I was also struck by the comprehensive notes some of the care assistants were keeping to record their care earlier on their shift. I was privileged to have a look at Mrs Rosenberg’s notes. She was well into her 90s with her son, who was next of kin and in his 70s, living in America. The notes were extraordinarily comprehensive. They were well ordered in a way that I could understand her social needs and was able to get a very strong picture of her nursing needs. Never having met her before I was confident I could have cared for her to meet the requirements of her care plan whilst also satisfying her likes and dislikes. Of course I should have expected nothing less, but my flawed preconceptions led me to think that clinical record keeping in such a facility might be more superficial. Mrs Rosenberg’s notes also reminded me that she was likely to need end of life care at the home. Her wishes were recorded in exact detail including essentials about her religious requirements, when to contact her son in Florida (noting the time difference) and which undertakers were instructed to conduct her funeral. On a more cheerful note, the other reason Mrs Rosenberg has stuck in my mind is because she was Resident of the Day. This initiative is like giving someone a second birthday with a bit of focussed attention and pampering. They can have their own choice of food (not from the set menu), their room spring cleaned and anything else they might want, well almost. It’s a delightful and important idea which residents, families and staff seem to enjoy in equal measure.

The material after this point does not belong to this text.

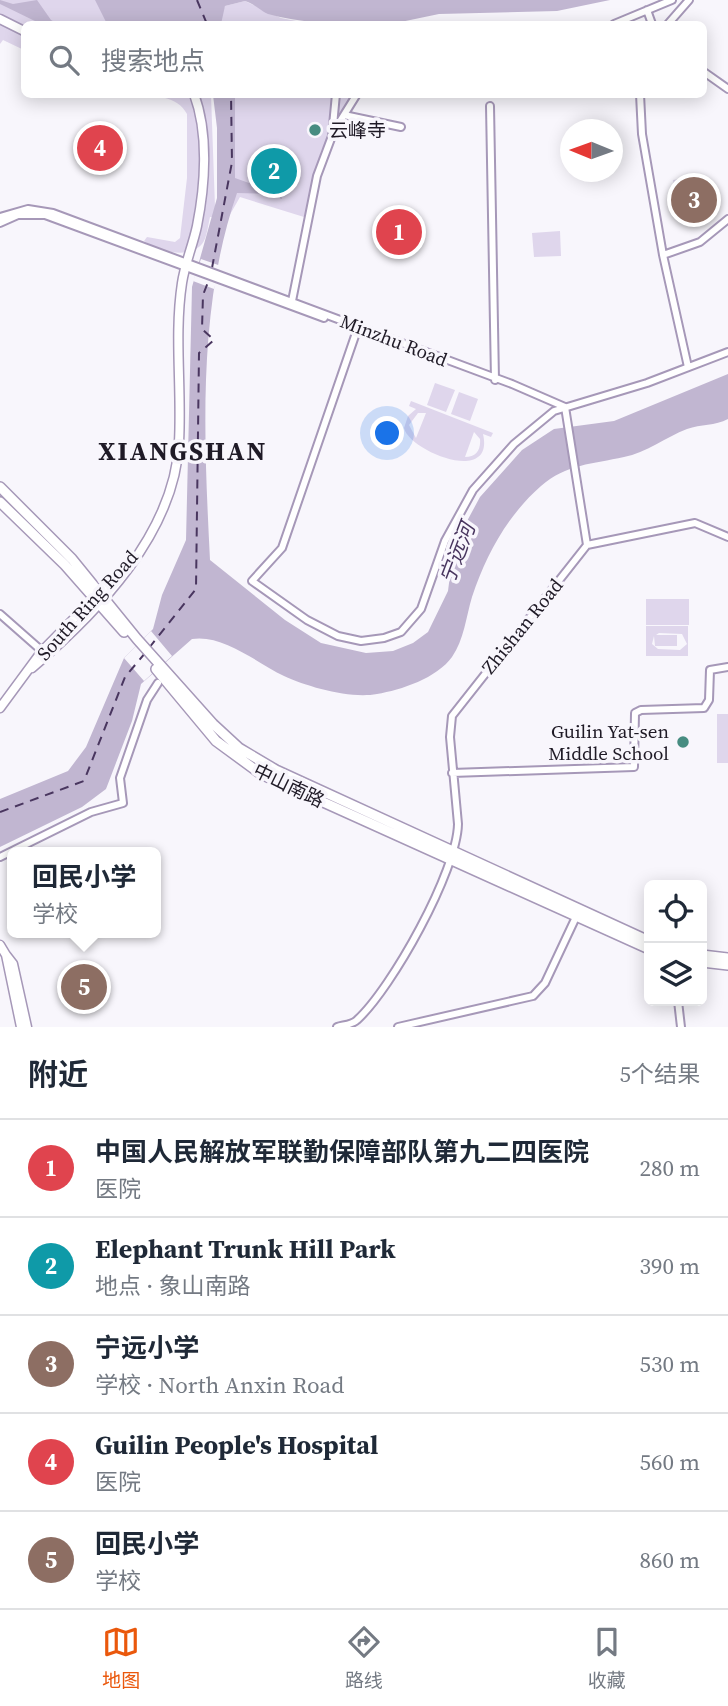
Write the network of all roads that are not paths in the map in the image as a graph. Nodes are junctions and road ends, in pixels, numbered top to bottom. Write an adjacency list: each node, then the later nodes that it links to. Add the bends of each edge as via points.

But this type of care is not without its challenges. I saw a charming but vulnerable lady of 102 start to cry simply because she suddenly felt alone and deserted. “Where’s Grace?” she asked us. Her care assistant had just left her to make her a much wanted cup of tea, but she had, for that moment, forgotten that that was why Grace had disappeared. She was quickly reassured, but the pain of that instant for her was profound – and for us who saw it. It’s impossible to predict and guard against such moments but the nurses and care assistants rise to the challenge. How much easier it would have been to restrain the lady with dementia who repeatedly used the soft furnishings as her toilet. She wasn’t strictly speaking incontinent, she knew her bladder was full but was convinced the nearest arm chair or sofa was the toilet. Often she was stopped in time and helped to the toilet, but not always. We discussed her care, short of one to one care it seemed difficult to come up with an alternative strategy and, since one to one care distressed and antagonised her, the compromise was discreet watchfulness. That’s not easy to achieve on a floor of people all with dementia with their own exacting and very personal needs. Despite her confusion there was an eager readiness to deal with the consequences quickly and as inconspicuously as possible. The furnishings were cleaned and cushions replaced with no resultant tell-tale smell.

Giving care of this sort takes very special people. And I met many at these two homes. Nursing is a challenge in any setting. I don’t suppose any of us came into the profession expecting it to be an easy job, but neither had I anticipated, from the sanitised security of my hospital experience, that nursing in the care and residential sector would be so complex and indeed arduous – and those who do it deserve our professional respect and gratitude.

 David Foster is the Deputy Director of Nursing and Midwifery Advisor at the Department of Health


[i] All residents’ names have been changed.